First aid on the dog for wasp sting

If your pet was stung by an insect, first check what kind of insect it is. In the case of stings in the mouth and throat, the insect is usually still at the spot of the sting and should be removed immediately. In the case of a bee sting, remove the stinger from the wound, as it may still contain bee venom. Now you can use the following simple home remedies for first aid:

  • Place the cut half of an onion on the affected puncture site. If your dog is nervous and does not lie still, you can alternatively drip onion juice on the puncture wound.
  • Apple cider vinegar or a mixture of vinegar and water are especially good for treating stitches on sensitive dog paws,
  • With a cooling pad you create pain relief. Alternatively, a cooling quark poultice can also help.

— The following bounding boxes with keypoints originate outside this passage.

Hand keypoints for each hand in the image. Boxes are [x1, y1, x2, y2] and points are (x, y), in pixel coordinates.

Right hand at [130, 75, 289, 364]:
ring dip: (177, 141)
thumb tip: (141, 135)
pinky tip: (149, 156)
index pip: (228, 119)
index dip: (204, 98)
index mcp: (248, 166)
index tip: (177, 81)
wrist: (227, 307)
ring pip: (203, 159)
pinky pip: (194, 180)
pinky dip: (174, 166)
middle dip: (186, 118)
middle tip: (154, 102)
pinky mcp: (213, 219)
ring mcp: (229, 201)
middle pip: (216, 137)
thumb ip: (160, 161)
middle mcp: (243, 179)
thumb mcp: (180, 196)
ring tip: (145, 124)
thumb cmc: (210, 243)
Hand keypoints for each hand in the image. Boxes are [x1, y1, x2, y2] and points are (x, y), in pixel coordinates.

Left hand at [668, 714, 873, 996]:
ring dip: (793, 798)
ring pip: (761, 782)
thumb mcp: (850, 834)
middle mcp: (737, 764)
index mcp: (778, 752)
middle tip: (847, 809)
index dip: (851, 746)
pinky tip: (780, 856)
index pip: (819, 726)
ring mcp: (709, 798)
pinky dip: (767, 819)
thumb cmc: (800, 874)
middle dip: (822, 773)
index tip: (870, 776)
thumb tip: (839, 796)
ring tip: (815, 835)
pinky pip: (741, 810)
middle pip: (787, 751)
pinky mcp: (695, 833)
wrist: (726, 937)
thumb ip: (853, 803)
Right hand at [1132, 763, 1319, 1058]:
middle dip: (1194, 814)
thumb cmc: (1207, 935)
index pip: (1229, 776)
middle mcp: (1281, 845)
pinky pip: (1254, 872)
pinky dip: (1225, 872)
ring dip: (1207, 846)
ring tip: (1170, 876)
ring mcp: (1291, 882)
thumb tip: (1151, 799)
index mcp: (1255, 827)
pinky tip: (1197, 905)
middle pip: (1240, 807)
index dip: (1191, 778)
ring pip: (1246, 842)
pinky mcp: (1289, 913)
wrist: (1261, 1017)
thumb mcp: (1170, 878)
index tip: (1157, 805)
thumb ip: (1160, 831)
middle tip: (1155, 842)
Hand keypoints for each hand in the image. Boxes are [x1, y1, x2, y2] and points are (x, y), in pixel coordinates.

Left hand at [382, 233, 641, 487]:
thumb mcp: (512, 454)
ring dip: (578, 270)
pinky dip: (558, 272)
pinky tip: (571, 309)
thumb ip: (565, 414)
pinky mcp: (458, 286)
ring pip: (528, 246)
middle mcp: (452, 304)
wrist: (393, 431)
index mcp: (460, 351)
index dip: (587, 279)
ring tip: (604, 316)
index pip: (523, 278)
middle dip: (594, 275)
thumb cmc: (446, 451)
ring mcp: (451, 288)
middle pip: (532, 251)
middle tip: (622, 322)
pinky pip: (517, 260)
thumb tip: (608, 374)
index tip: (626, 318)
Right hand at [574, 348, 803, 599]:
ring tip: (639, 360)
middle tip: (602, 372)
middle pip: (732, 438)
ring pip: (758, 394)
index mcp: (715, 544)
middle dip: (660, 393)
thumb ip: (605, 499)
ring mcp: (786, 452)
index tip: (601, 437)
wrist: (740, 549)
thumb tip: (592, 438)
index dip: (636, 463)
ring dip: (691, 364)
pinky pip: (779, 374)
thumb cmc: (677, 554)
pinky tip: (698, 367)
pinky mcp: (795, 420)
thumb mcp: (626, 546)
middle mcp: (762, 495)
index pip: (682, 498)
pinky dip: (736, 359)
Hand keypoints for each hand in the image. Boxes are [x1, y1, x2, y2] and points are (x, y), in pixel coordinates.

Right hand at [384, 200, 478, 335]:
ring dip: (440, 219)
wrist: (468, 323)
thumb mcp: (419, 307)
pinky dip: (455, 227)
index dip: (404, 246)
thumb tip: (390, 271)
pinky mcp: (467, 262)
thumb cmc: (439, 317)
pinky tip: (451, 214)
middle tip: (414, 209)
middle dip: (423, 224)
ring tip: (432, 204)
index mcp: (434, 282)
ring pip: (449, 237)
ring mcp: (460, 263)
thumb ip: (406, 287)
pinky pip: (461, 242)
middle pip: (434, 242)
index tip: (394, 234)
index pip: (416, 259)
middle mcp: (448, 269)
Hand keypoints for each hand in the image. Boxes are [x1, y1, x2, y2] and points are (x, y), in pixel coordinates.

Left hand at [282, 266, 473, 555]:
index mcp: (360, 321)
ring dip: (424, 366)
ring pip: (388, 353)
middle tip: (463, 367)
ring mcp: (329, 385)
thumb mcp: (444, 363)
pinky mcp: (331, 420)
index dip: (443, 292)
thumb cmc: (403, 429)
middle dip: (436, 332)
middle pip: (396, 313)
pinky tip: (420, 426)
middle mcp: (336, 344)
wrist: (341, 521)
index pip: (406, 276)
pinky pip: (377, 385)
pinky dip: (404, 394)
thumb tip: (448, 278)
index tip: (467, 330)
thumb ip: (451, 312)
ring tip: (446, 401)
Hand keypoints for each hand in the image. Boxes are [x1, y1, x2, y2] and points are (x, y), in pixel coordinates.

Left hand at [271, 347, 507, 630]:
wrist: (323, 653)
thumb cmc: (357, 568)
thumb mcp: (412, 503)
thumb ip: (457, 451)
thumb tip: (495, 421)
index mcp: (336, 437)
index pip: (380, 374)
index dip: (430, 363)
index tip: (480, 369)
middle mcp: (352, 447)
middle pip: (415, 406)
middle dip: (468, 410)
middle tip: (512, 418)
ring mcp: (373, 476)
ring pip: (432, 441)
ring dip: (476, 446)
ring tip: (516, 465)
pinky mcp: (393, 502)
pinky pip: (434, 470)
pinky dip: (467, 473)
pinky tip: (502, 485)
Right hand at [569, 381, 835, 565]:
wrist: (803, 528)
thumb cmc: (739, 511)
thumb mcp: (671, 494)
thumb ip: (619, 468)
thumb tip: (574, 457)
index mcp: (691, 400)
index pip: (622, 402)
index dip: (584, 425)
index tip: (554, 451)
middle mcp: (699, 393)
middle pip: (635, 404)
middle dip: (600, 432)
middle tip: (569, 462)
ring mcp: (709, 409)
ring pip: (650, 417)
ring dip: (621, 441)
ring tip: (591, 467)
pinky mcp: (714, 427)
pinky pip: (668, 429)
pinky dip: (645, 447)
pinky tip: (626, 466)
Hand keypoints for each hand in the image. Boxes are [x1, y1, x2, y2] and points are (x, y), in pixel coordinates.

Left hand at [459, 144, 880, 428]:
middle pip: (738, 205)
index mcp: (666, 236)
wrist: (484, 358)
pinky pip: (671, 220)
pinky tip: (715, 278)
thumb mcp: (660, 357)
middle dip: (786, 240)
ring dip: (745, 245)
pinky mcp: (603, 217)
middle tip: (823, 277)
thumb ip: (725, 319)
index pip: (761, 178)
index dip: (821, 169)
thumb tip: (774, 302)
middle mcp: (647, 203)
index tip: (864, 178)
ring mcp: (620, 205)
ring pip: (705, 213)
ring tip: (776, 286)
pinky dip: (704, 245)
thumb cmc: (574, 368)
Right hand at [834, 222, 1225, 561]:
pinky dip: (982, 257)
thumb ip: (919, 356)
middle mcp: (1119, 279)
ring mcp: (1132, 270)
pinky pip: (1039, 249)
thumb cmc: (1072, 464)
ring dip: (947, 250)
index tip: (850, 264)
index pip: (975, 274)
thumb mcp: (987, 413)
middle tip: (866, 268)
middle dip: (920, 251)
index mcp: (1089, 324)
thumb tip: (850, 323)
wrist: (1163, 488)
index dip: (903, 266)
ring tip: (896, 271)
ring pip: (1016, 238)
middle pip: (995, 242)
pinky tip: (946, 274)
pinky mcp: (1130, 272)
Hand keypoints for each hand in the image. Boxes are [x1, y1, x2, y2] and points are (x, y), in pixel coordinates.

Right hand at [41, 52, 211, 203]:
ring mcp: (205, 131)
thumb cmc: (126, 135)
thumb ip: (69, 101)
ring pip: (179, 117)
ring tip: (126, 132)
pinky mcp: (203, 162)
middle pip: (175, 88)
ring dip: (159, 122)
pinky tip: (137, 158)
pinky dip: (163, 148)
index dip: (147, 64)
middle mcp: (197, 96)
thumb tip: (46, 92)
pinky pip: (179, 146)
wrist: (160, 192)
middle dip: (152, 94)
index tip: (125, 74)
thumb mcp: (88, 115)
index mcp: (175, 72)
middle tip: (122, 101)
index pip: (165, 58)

Attention: In case of symptoms that go beyond a swelling of the puncture wound, contact your veterinarian. In the worst case, there is a danger of death!

Our tip: Before you start with the first aid measures, leash your dog at best, and go with him into a fenced area or into a closed room, because he may run away in case of shock or panic.

5 Tips for Emergencies: Taking the Dog to the Vet

If your four-legged friend's symptoms are severe or if you notice a sudden deterioration in your pet's health, drive to a veterinarian or animal hospital immediately. These are our 5 tips to make the trip as stress-free and safe as possible:

  1. Stay calm: Your excitement may transfer to your dog and, in the worst case, lead to additional stress. Therefore, try to act as calmly as possible.
  2. Call the vet: Make sure that there is no waiting time and that your dog can be treated immediately by calling the vet.
  3. Get a helper: A second person can monitor your dog while you drive or take the wheel if you are too nervous to drive.
  4. Keep airways clear: Put your dog in a stable lateral position and place the head in an open position to stretch the throat and keep the trachea straight.
  5. Warm body: In the event of anaphylactic shock and severe shaking, it is helpful to wrap your dog in a warming blanket, such as the aluminum foil from your first aid kit.

Conclusion: Insect bites are painful, but do not always pose a great danger to your four-legged friend. With the best possible prevention, sufficient know-how about the symptoms of a sting and the right initial treatment, you can enjoy the warm season with your dog.